**Assignment:** Quote the records below in full, exactly as given, with the images taken out.

[Stored data]
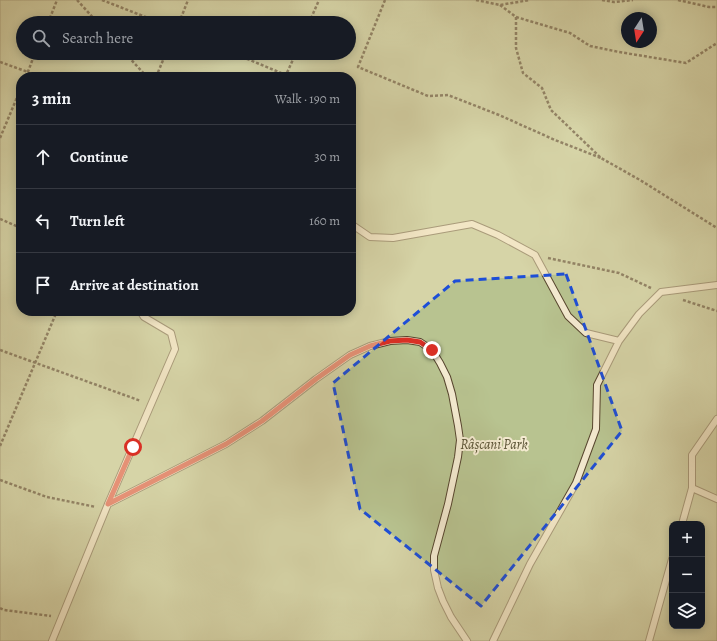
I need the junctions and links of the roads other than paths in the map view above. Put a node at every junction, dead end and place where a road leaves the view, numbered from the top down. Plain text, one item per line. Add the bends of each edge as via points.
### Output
1 (356, 227) edge
2 (717, 285) edge
3 (143, 316) edge
4 (619, 341) junction
5 (717, 418) edge
6 (692, 488) junction
7 (717, 499) edge
8 (108, 504) junction
9 (683, 521) edge
10 (669, 570) edge
11 (52, 641) edge
12 (468, 641) edge
13 (493, 641) edge
14 (649, 641) edge

1 - 4 lane via 370,237 393,238 472,224 498,234 535,255 568,316 586,333
2 - 4 lane via 661,292 639,314
3 - 8 lane via 171,333 175,349
4 - 13 lane via 597,385 596,429 576,483 530,564
5 - 6 lane via 692,455
6 - 7 lane
6 - 9 lane
8 - 11 lane
8 - 12 lane via 226,444 262,421 350,355 390,341 420,342 432,350 447,377 458,426 458,457 434,556 434,570 442,600 450,617
10 - 14 lane

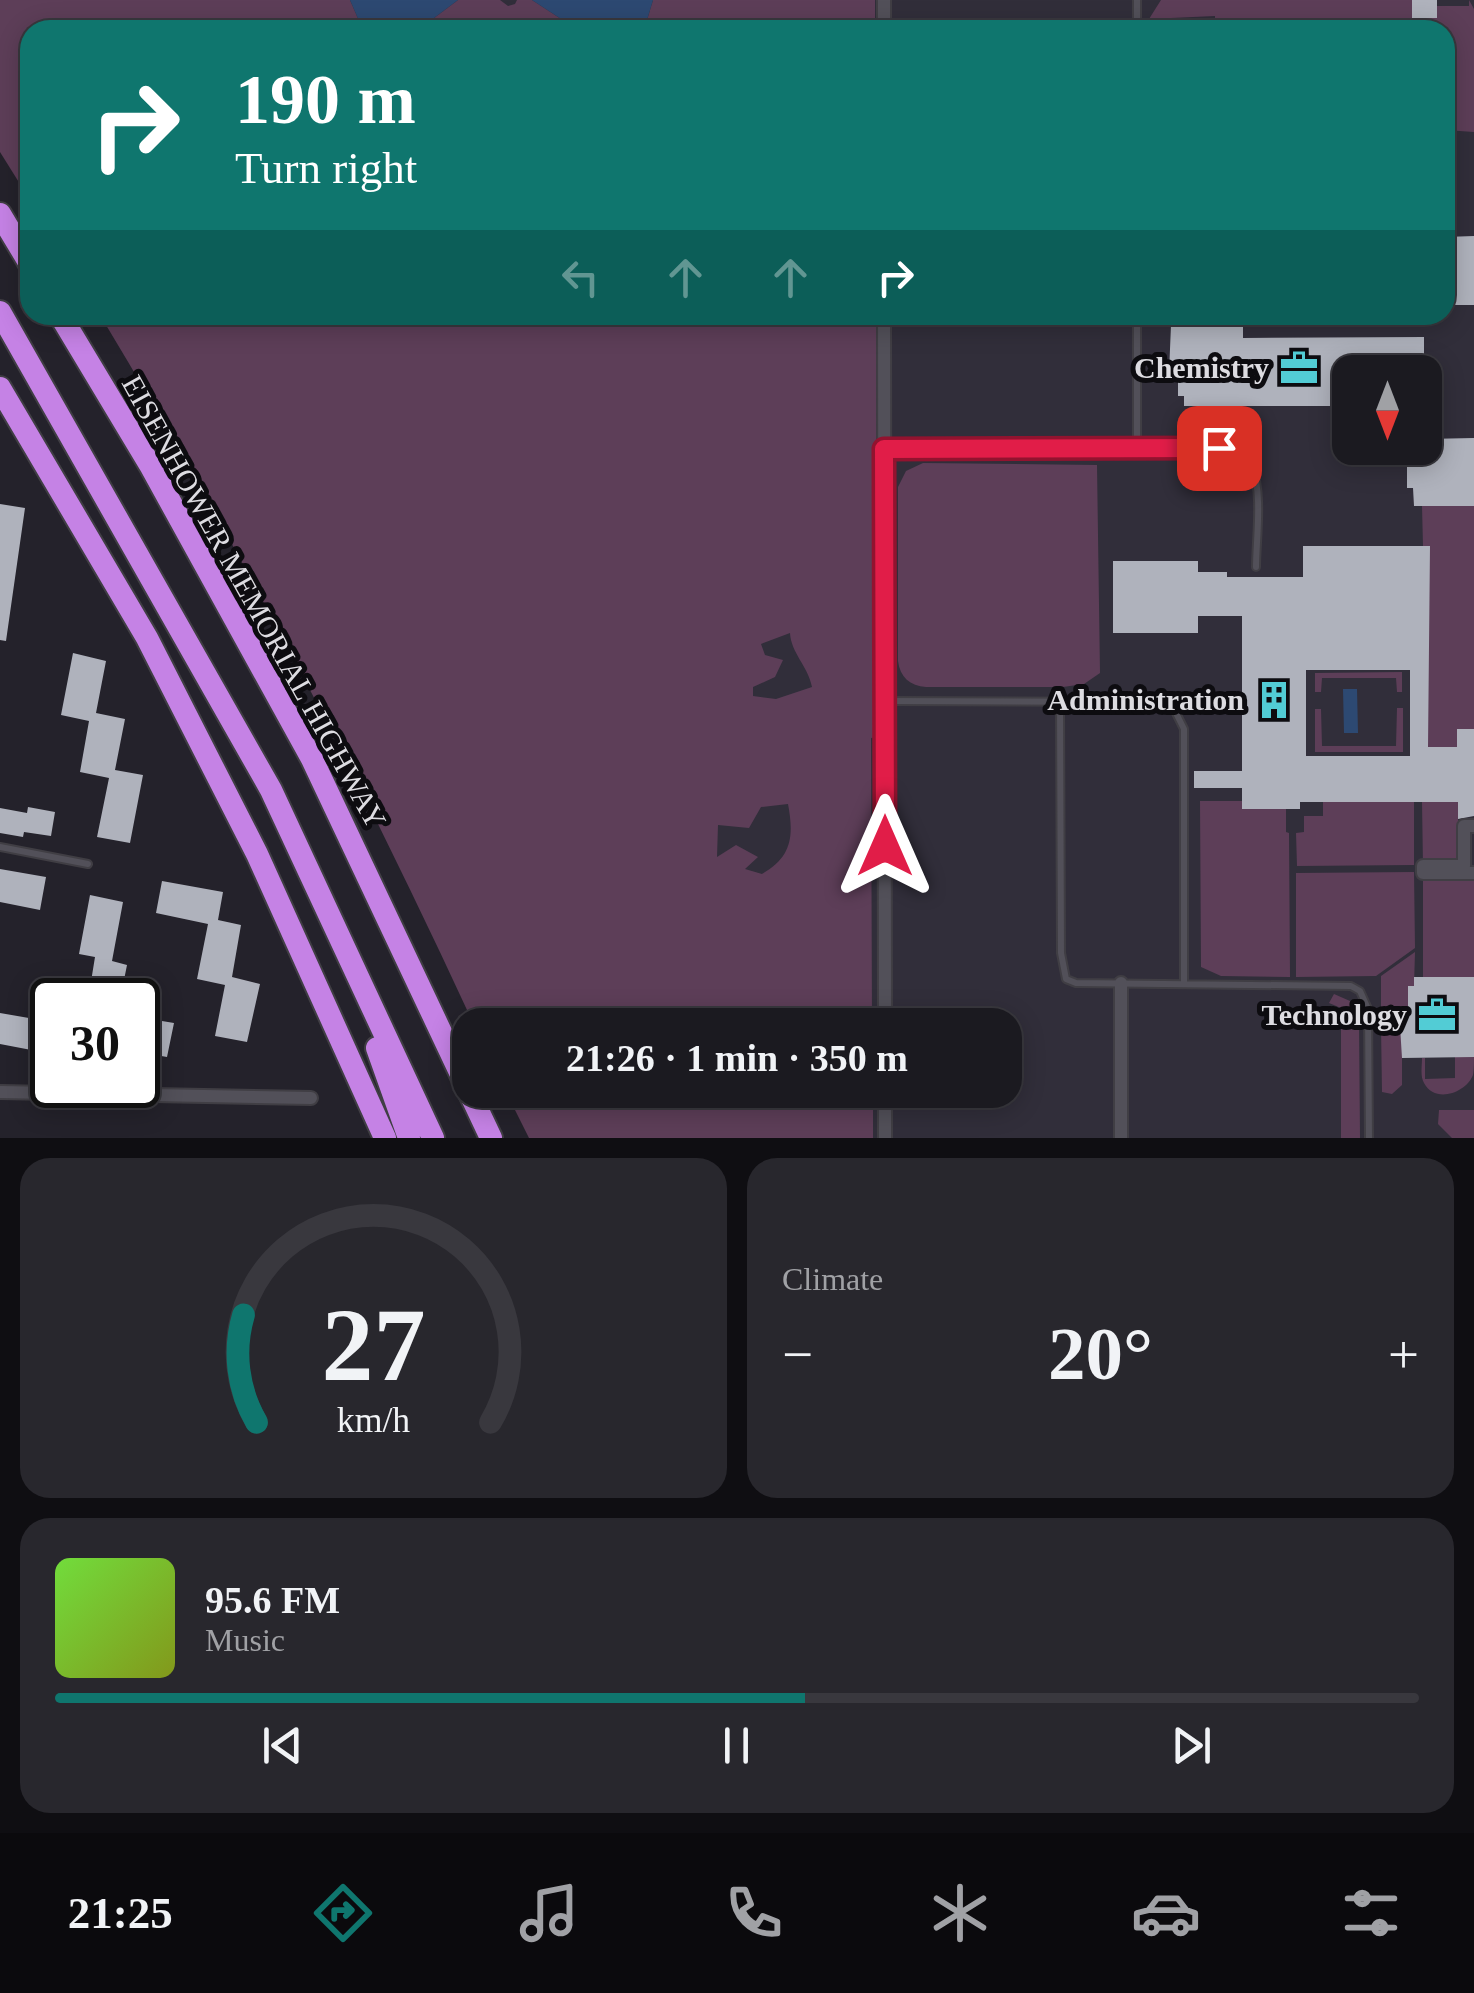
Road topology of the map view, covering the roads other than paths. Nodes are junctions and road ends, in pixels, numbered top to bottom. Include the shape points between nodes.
1 (0, 214) edge
2 (20, 247) edge
3 (0, 312) edge
4 (66, 325) edge
5 (884, 325) edge
6 (1136, 325) edge
7 (0, 388) edge
8 (1136, 448) junction
9 (884, 449) junction
10 (1256, 567) dead end
11 (885, 701) junction
12 (1060, 702) junction
13 (1474, 826) edge
14 (0, 846) edge
15 (88, 864) dead end
16 (1474, 873) edge
17 (330, 918) junction
18 (1120, 983) junction
19 (1184, 984) junction
20 (885, 1008) edge
21 (452, 1049) edge
22 (0, 1092) edge
23 (312, 1098) dead end
24 (479, 1108) edge
25 (486, 1108) edge
26 (885, 1108) edge
27 (384, 1138) edge
28 (409, 1138) edge
29 (433, 1138) edge
30 (491, 1138) edge
31 (507, 1138) edge
32 (885, 1138) edge
33 (1121, 1138) edge
34 (1369, 1138) edge

1 - 2 highway
3 - 17 highway via 271,790
4 - 21 highway, EISENHOWER MEMORIAL HIGHWAY via 312,759
5 - 9 street
6 - 8 lane
7 - 27 highway via 148,638 256,854
8 - 9 lane
8 - 10 lane via 1219,448 1245,457 1256,482
9 - 11 street
11 - 12 lane
11 - 20 street
12 - 18 lane via 1061,969 1070,982
12 - 19 lane via 1164,704 1181,718
13 - 16 street via 1464,826 1464,866 1423,866 1423,873
14 - 15 lane
17 - 28 highway
17 - 29 highway
18 - 19 lane
18 - 33 street
19 - 34 lane via 1341,984 1360,991 1368,1009
22 - 23 street
24 - 30 highway, EISENHOWER MEMORIAL HIGHWAY
25 - 31 highway
26 - 32 street

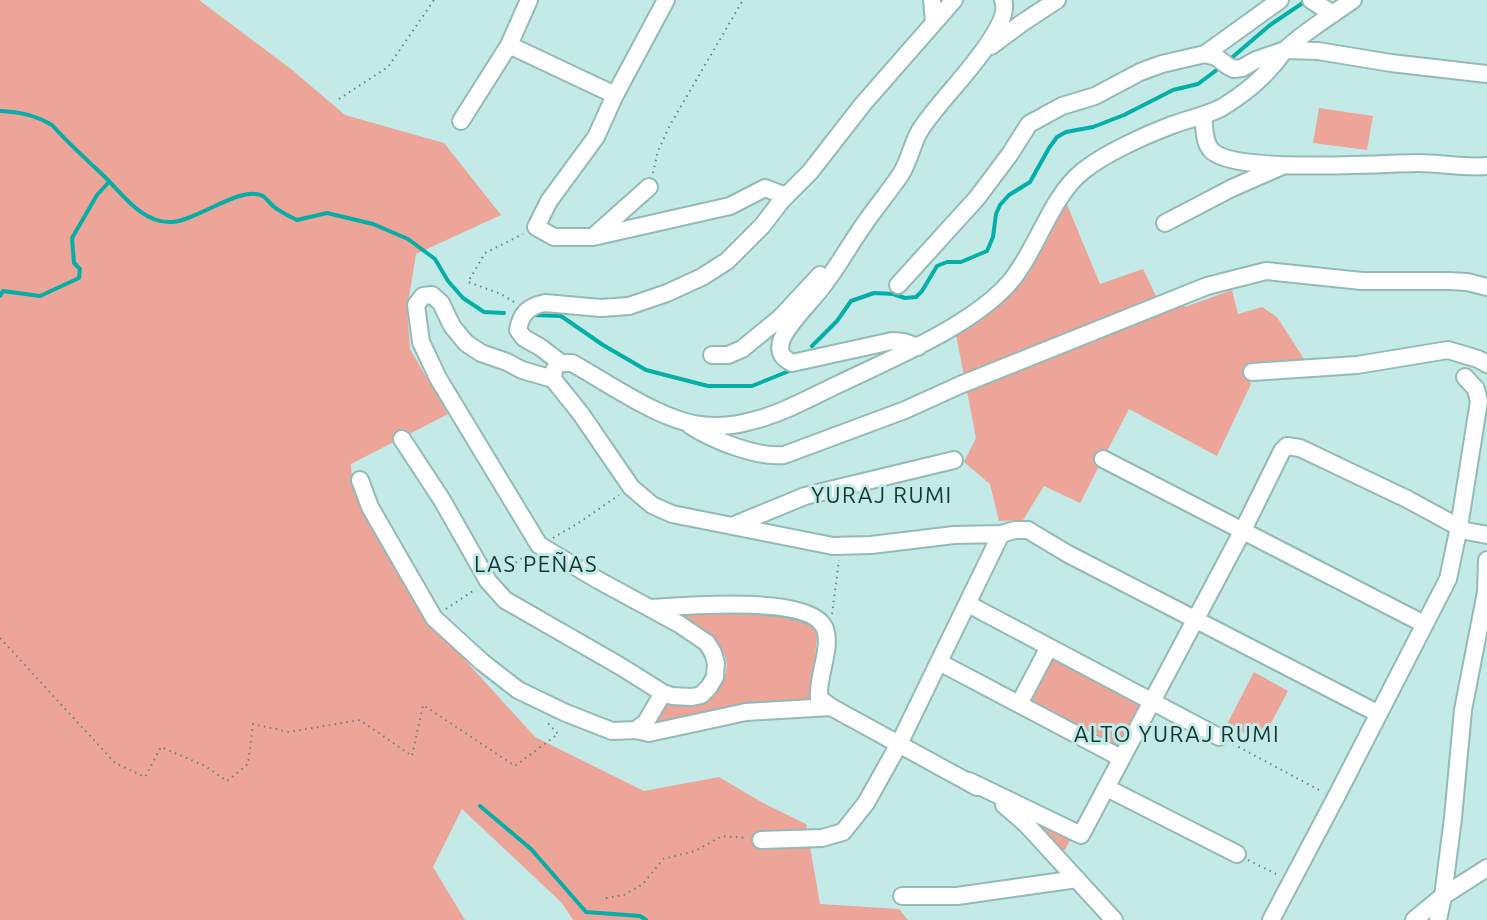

**Answer to this task:**
I need the junctions and links of the roads other than paths in the map view above. Put a node at every junction, dead end and place where a road leaves the view, numbered from the top down. Plain text, one item per line. Add the bends of each edge as via points.
### Output
1 (356, 227) edge
2 (717, 285) edge
3 (143, 316) edge
4 (619, 341) junction
5 (717, 418) edge
6 (692, 488) junction
7 (717, 499) edge
8 (108, 504) junction
9 (683, 521) edge
10 (669, 570) edge
11 (52, 641) edge
12 (468, 641) edge
13 (493, 641) edge
14 (649, 641) edge

1 - 4 lane via 370,237 393,238 472,224 498,234 535,255 568,316 586,333
2 - 4 lane via 661,292 639,314
3 - 8 lane via 171,333 175,349
4 - 13 lane via 597,385 596,429 576,483 530,564
5 - 6 lane via 692,455
6 - 7 lane
6 - 9 lane
8 - 11 lane
8 - 12 lane via 226,444 262,421 350,355 390,341 420,342 432,350 447,377 458,426 458,457 434,556 434,570 442,600 450,617
10 - 14 lane

Road topology of the map view, covering the roads other than paths. Nodes are junctions and road ends, in pixels, numbered top to bottom. Include the shape points between nodes.
1 (0, 214) edge
2 (20, 247) edge
3 (0, 312) edge
4 (66, 325) edge
5 (884, 325) edge
6 (1136, 325) edge
7 (0, 388) edge
8 (1136, 448) junction
9 (884, 449) junction
10 (1256, 567) dead end
11 (885, 701) junction
12 (1060, 702) junction
13 (1474, 826) edge
14 (0, 846) edge
15 (88, 864) dead end
16 (1474, 873) edge
17 (330, 918) junction
18 (1120, 983) junction
19 (1184, 984) junction
20 (885, 1008) edge
21 (452, 1049) edge
22 (0, 1092) edge
23 (312, 1098) dead end
24 (479, 1108) edge
25 (486, 1108) edge
26 (885, 1108) edge
27 (384, 1138) edge
28 (409, 1138) edge
29 (433, 1138) edge
30 (491, 1138) edge
31 (507, 1138) edge
32 (885, 1138) edge
33 (1121, 1138) edge
34 (1369, 1138) edge

1 - 2 highway
3 - 17 highway via 271,790
4 - 21 highway, EISENHOWER MEMORIAL HIGHWAY via 312,759
5 - 9 street
6 - 8 lane
7 - 27 highway via 148,638 256,854
8 - 9 lane
8 - 10 lane via 1219,448 1245,457 1256,482
9 - 11 street
11 - 12 lane
11 - 20 street
12 - 18 lane via 1061,969 1070,982
12 - 19 lane via 1164,704 1181,718
13 - 16 street via 1464,826 1464,866 1423,866 1423,873
14 - 15 lane
17 - 28 highway
17 - 29 highway
18 - 19 lane
18 - 33 street
19 - 34 lane via 1341,984 1360,991 1368,1009
22 - 23 street
24 - 30 highway, EISENHOWER MEMORIAL HIGHWAY
25 - 31 highway
26 - 32 street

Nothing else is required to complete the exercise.